Después, anduvimos cogidos de la mano, subiendo la cuesta de terraplén en terraplén, hasta que llegamos a la cumbre desierta, donde el viento susurraba en las siemprevivas y donde el aire era fresco, fragante, perfumado. Yo, Simón, y aquella mujer que me hizo olvidar el miedo a la muerte, al porvenir, a la miseria y al dolor; que me hizo saber que yo, el hijo de Matatías, podía vivir como nunca había vivido, sintiéndome joven, fuerte y orgulloso, embargado interiormente de una mezcla de lágrimas y risas.

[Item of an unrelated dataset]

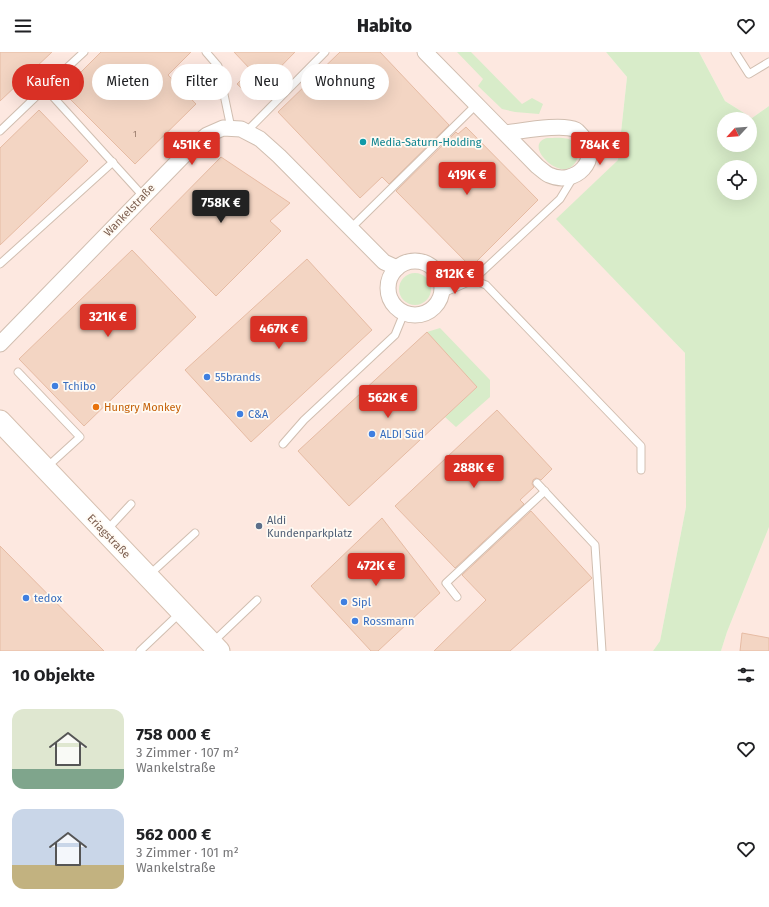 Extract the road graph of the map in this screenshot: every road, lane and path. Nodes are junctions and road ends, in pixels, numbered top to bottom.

-Y yo he tenido que hacerte el amor a ti -dijo Ruth-. He tenido que rogarte, que pedirte que me abrazaras.
-No, no.
-Sí, he tenido que pedírtelo.
-No, querida mía, no; porque yo recuerdo. Recuerdo cuando me hice daño una vez en una rodilla, y tú me la lavaste y la vendaste. Yo me dije entonces que conquistaría el mundo entero para ti y te lo traería...
-¿A Modin?
-Sí, a Modin. Y cuando tú llevabas vino al adón...
-Una vez lo derrame.
-Se me partió el alma por ti. Y cuando lloraste, yo también lloré, todo mi ser lloró, interiormente, por ti.
-Y cuando a ti te castigaron porque Judas rompió la copa grande, yo lloré de esa misma manera por mi Simón, por mi bueno, hermoso y afectuoso Simón.
-¡No digas eso!
-¿Por qué? ¿Por qué no? Simón, yo te amo. Amo a un hombre. Simón. Amo a un hombre. Antes amaba a un niño, ahora amo a un hombre... Sin embargo, cuando nos separamos, un solo pensamiento me dominaba: ¿Cómo se lo digo a Judas?
Transcurrieron cuatro semanas de punzante felicidad. No era ningún secreto. En un lugar como Modin, donde la mitad de la población está emparentada de algún modo con la otra mitad, no hay secretos, y cualquiera que viese a Ruth mirarme a mí, o que me viese a mí cuando miraba a Ruth, quedaba enterado de todo.